◆ YOUR INSTRUCTIONS
Read through the data, and wherever a line holds the word "lists", write that line out.

◆ RECORD EXCERPTS
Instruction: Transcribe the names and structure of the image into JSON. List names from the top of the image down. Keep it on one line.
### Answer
--
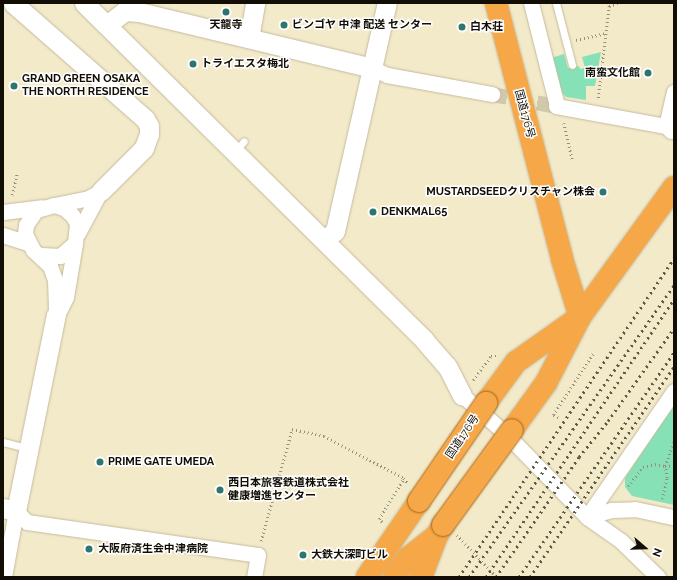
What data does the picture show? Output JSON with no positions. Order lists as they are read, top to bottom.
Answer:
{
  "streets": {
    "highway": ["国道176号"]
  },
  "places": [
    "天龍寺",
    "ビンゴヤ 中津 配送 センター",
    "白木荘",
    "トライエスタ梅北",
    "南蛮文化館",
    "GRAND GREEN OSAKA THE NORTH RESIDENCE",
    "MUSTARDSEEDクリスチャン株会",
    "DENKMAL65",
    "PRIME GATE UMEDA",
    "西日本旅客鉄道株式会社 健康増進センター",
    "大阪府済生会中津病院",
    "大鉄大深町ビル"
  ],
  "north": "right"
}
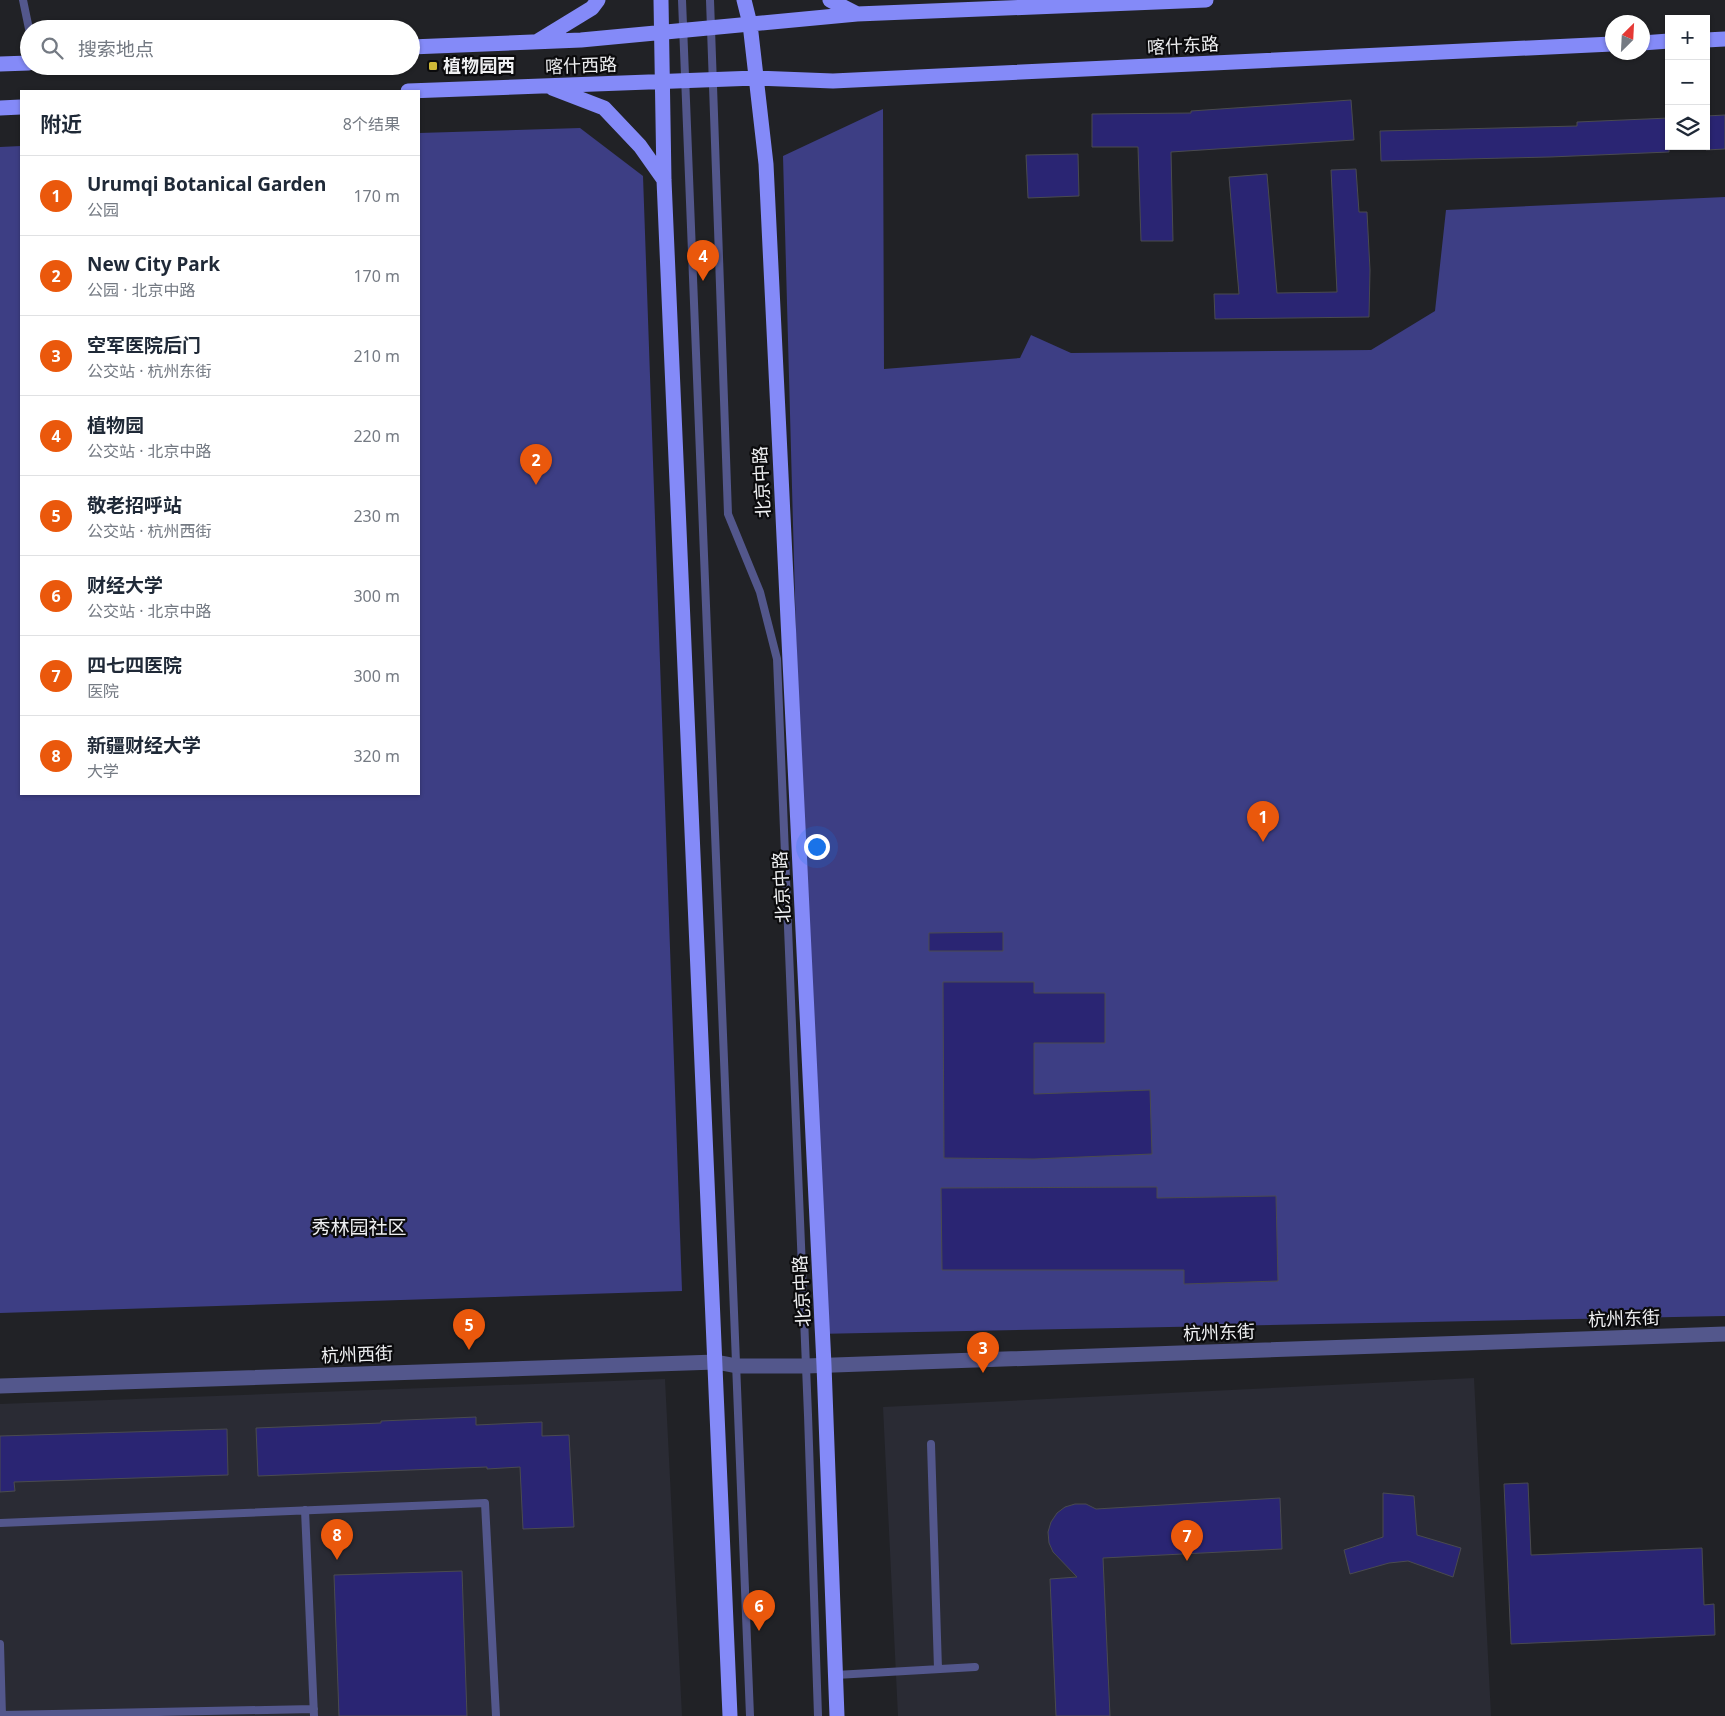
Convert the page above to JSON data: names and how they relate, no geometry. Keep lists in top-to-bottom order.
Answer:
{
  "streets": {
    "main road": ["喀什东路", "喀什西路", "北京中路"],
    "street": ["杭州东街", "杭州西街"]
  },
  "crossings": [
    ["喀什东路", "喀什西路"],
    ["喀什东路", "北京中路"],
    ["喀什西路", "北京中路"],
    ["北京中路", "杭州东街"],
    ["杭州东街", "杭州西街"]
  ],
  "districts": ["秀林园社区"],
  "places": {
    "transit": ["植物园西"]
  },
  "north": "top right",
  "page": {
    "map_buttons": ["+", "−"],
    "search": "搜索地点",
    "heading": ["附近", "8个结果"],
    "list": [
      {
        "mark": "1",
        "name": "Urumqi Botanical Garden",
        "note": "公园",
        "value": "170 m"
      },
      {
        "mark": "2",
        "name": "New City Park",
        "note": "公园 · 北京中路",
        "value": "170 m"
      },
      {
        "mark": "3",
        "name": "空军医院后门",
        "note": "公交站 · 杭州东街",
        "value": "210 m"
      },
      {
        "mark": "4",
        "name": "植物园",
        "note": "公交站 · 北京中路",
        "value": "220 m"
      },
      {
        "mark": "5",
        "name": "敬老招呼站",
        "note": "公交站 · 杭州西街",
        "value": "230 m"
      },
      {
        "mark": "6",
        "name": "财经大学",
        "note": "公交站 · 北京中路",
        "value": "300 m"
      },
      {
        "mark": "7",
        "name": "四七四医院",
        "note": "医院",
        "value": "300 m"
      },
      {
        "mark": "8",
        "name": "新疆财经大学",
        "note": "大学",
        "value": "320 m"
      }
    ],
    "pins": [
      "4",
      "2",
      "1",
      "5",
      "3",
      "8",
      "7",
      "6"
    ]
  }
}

◆ TASK RESULT
What data does the picture show? Output JSON with no positions. Order lists as they are read, top to bottom.
Convert the page above to JSON data: names and how they relate, no geometry. Keep lists in top-to-bottom order.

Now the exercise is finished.